Data under study:
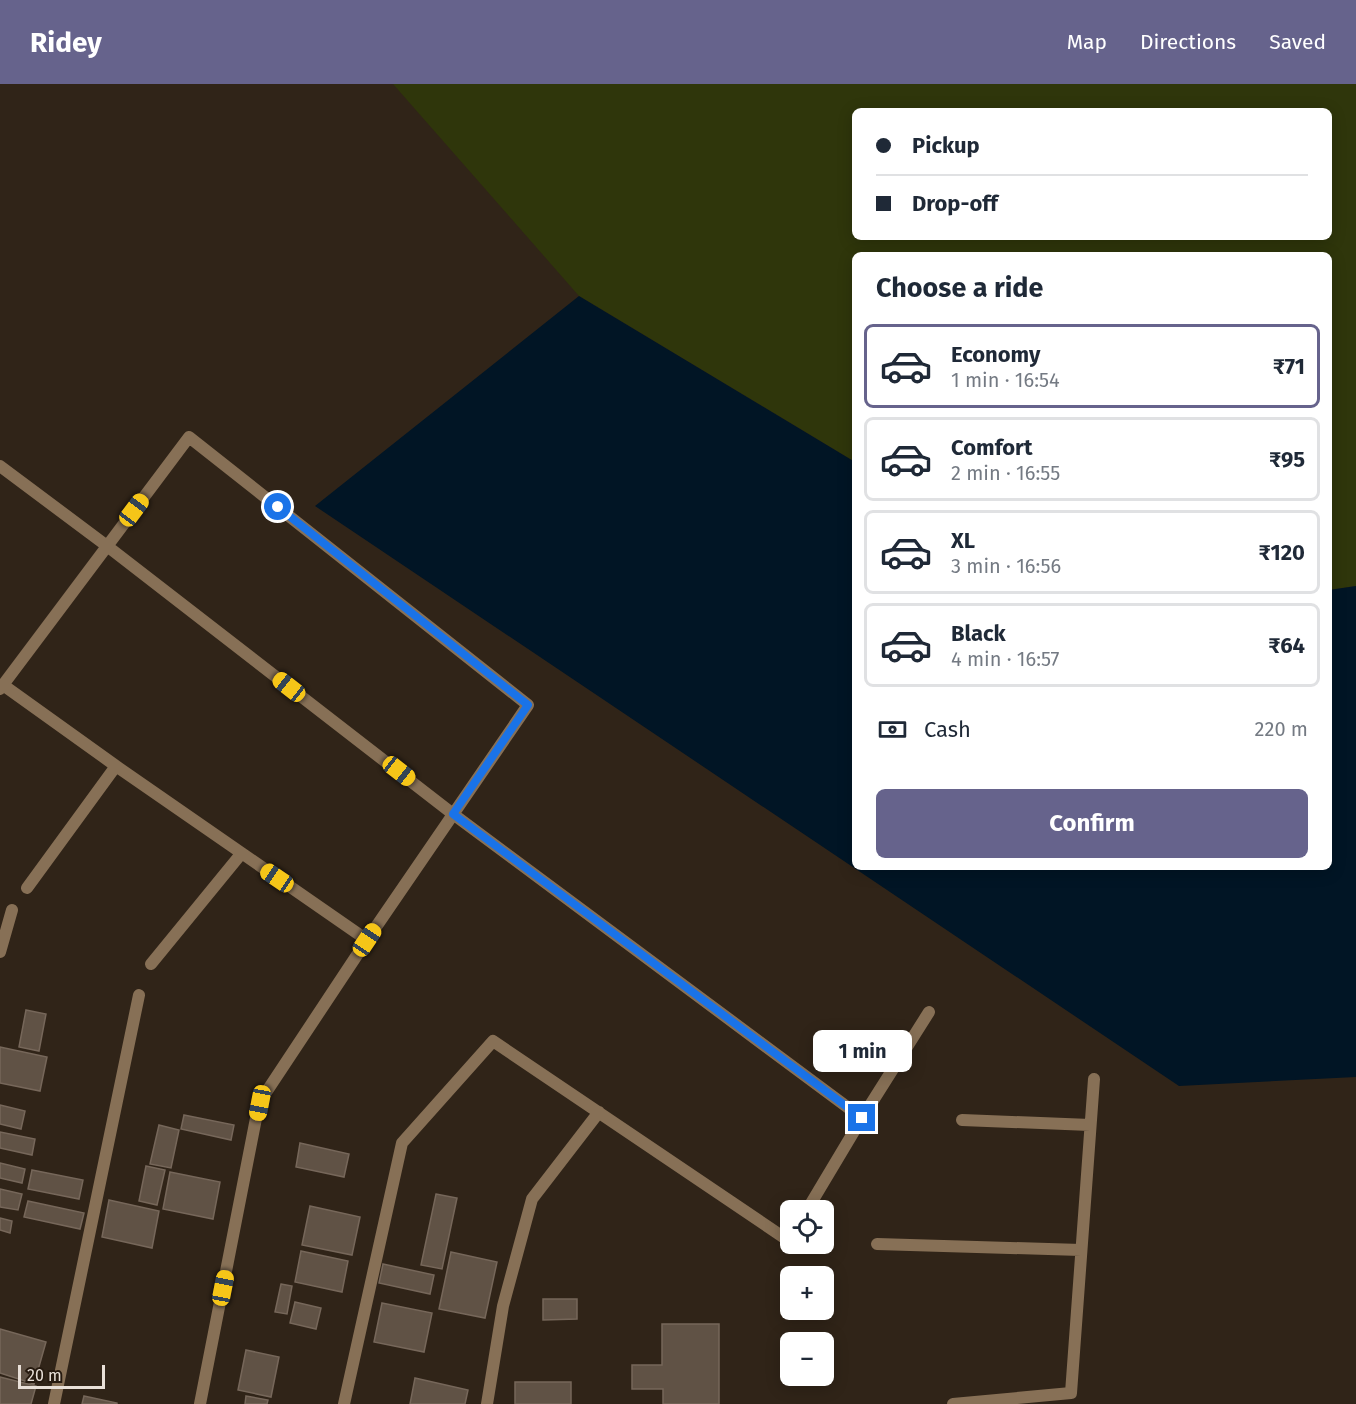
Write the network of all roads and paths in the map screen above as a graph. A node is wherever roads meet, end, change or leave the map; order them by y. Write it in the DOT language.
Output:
graph roads {
  1 [pos="0,466"];
  2 [pos="107,546"];
  3 [pos="1,687"];
  4 [pos="116,766"];
  5 [pos="453,814"];
  6 [pos="241,854"];
  7 [pos="27,888"];
  8 [pos="12,910"];
  9 [pos="367,940"];
  10 [pos="0,952"];
  11 [pos="151,964"];
  12 [pos="139,995"];
  13 [pos="929,1012"];
  14 [pos="1094,1078"];
  15 [pos="598,1112"];
  16 [pos="862,1118"];
  17 [pos="962,1120"];
  18 [pos="1090,1125"];
  19 [pos="813,1200"];
  20 [pos="780,1235"];
  21 [pos="877,1244"];
  22 [pos="1081,1251"];
  23 [pos="54,1404"];
  24 [pos="200,1404"];
  25 [pos="344,1404"];
  26 [pos="487,1404"];
  27 [pos="953,1404"];
  1 -- 2 [label="street"];
  2 -- 3 [label="street"];
  2 -- 5 [label="street"];
  2 -- 5 [label="street"];
  3 -- 4 [label="street"];
  4 -- 6 [label="street"];
  4 -- 7 [label="street"];
  5 -- 9 [label="street"];
  5 -- 16 [label="street"];
  6 -- 9 [label="street"];
  6 -- 11 [label="street"];
  8 -- 10 [label="street"];
  9 -- 24 [label="street"];
  12 -- 23 [label="street"];
  13 -- 16 [label="street"];
  14 -- 18 [label="street"];
  15 -- 20 [label="street"];
  15 -- 25 [label="street"];
  15 -- 26 [label="street"];
  16 -- 19 [label="street"];
  17 -- 18 [label="street"];
  18 -- 22 [label="street"];
  21 -- 22 [label="street"];
  22 -- 27 [label="street"];
}
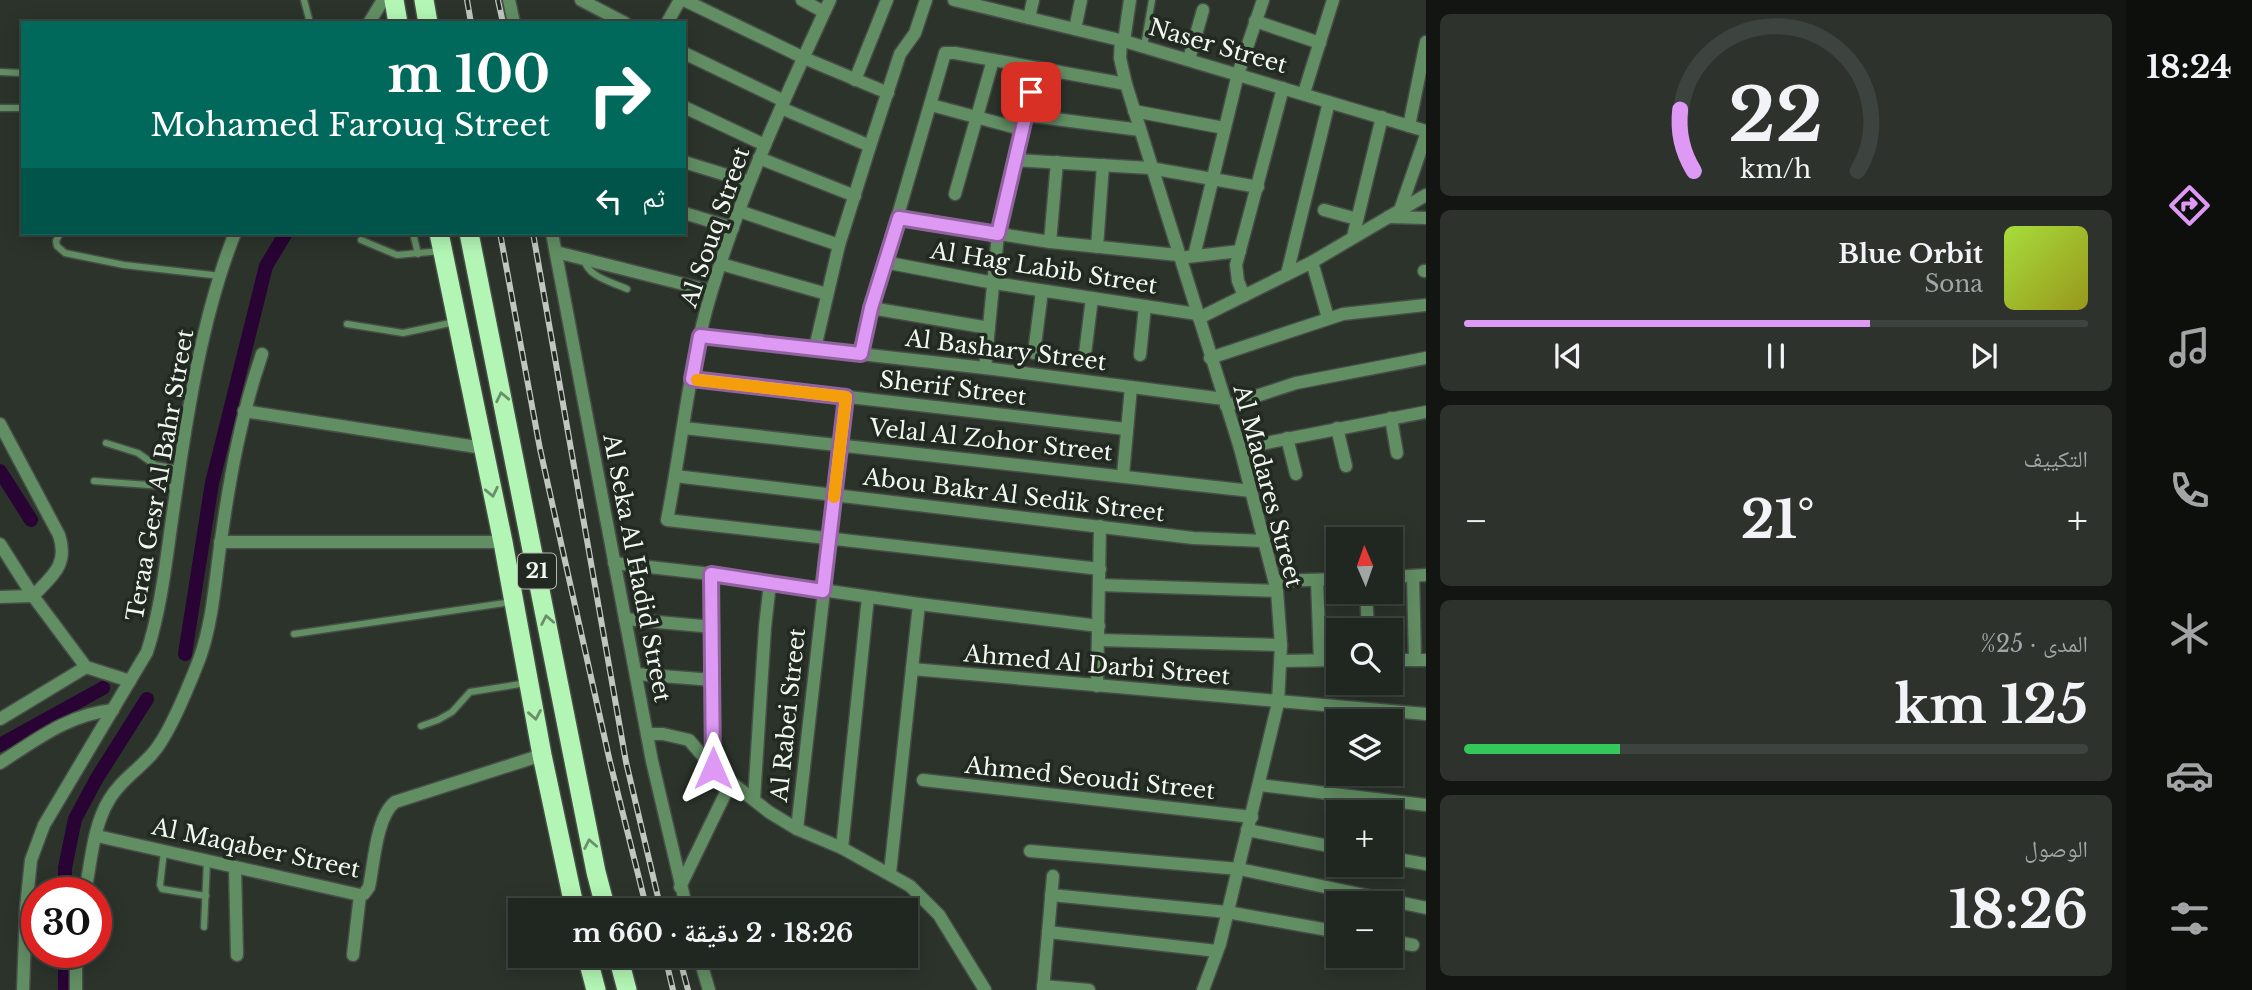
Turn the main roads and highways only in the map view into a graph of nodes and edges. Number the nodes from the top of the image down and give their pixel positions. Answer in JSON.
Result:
{"nodes":[{"id":1,"x":469,"y":235,"type":"edge"},
{"id":2,"x":441,"y":242,"type":"edge"},
{"id":3,"x":572,"y":898,"type":"edge"},
{"id":4,"x":603,"y":898,"type":"edge"},
{"id":5,"x":590,"y":968,"type":"edge"},
{"id":6,"x":621,"y":968,"type":"edge"},
{"id":7,"x":596,"y":990,"type":"edge"},
{"id":8,"x":627,"y":990,"type":"edge"}],
"edges":[{"from":4,"to":1,"type":"highway","number":"21","one_way":true},
{"from":2,"to":3,"type":"highway","number":"21","one_way":true},
{"from":5,"to":7,"type":"highway"},
{"from":6,"to":8,"type":"highway"}]}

What you need to do: Write out the whole listing above exactly; do not include the pictures.

Completed exercise:
Write the network of all roads and paths in the map screen above as a graph. A node is wherever roads meet, end, change or leave the map; order them by y. Write it in the DOT language.
Output:
graph roads {
  1 [pos="0,466"];
  2 [pos="107,546"];
  3 [pos="1,687"];
  4 [pos="116,766"];
  5 [pos="453,814"];
  6 [pos="241,854"];
  7 [pos="27,888"];
  8 [pos="12,910"];
  9 [pos="367,940"];
  10 [pos="0,952"];
  11 [pos="151,964"];
  12 [pos="139,995"];
  13 [pos="929,1012"];
  14 [pos="1094,1078"];
  15 [pos="598,1112"];
  16 [pos="862,1118"];
  17 [pos="962,1120"];
  18 [pos="1090,1125"];
  19 [pos="813,1200"];
  20 [pos="780,1235"];
  21 [pos="877,1244"];
  22 [pos="1081,1251"];
  23 [pos="54,1404"];
  24 [pos="200,1404"];
  25 [pos="344,1404"];
  26 [pos="487,1404"];
  27 [pos="953,1404"];
  1 -- 2 [label="street"];
  2 -- 3 [label="street"];
  2 -- 5 [label="street"];
  2 -- 5 [label="street"];
  3 -- 4 [label="street"];
  4 -- 6 [label="street"];
  4 -- 7 [label="street"];
  5 -- 9 [label="street"];
  5 -- 16 [label="street"];
  6 -- 9 [label="street"];
  6 -- 11 [label="street"];
  8 -- 10 [label="street"];
  9 -- 24 [label="street"];
  12 -- 23 [label="street"];
  13 -- 16 [label="street"];
  14 -- 18 [label="street"];
  15 -- 20 [label="street"];
  15 -- 25 [label="street"];
  15 -- 26 [label="street"];
  16 -- 19 [label="street"];
  17 -- 18 [label="street"];
  18 -- 22 [label="street"];
  21 -- 22 [label="street"];
  22 -- 27 [label="street"];
}
Turn the main roads and highways only in the map view into a graph of nodes and edges. Number the nodes from the top of the image down and give their pixel positions. Answer in JSON.
Result:
{"nodes":[{"id":1,"x":469,"y":235,"type":"edge"},
{"id":2,"x":441,"y":242,"type":"edge"},
{"id":3,"x":572,"y":898,"type":"edge"},
{"id":4,"x":603,"y":898,"type":"edge"},
{"id":5,"x":590,"y":968,"type":"edge"},
{"id":6,"x":621,"y":968,"type":"edge"},
{"id":7,"x":596,"y":990,"type":"edge"},
{"id":8,"x":627,"y":990,"type":"edge"}],
"edges":[{"from":4,"to":1,"type":"highway","number":"21","one_way":true},
{"from":2,"to":3,"type":"highway","number":"21","one_way":true},
{"from":5,"to":7,"type":"highway"},
{"from":6,"to":8,"type":"highway"}]}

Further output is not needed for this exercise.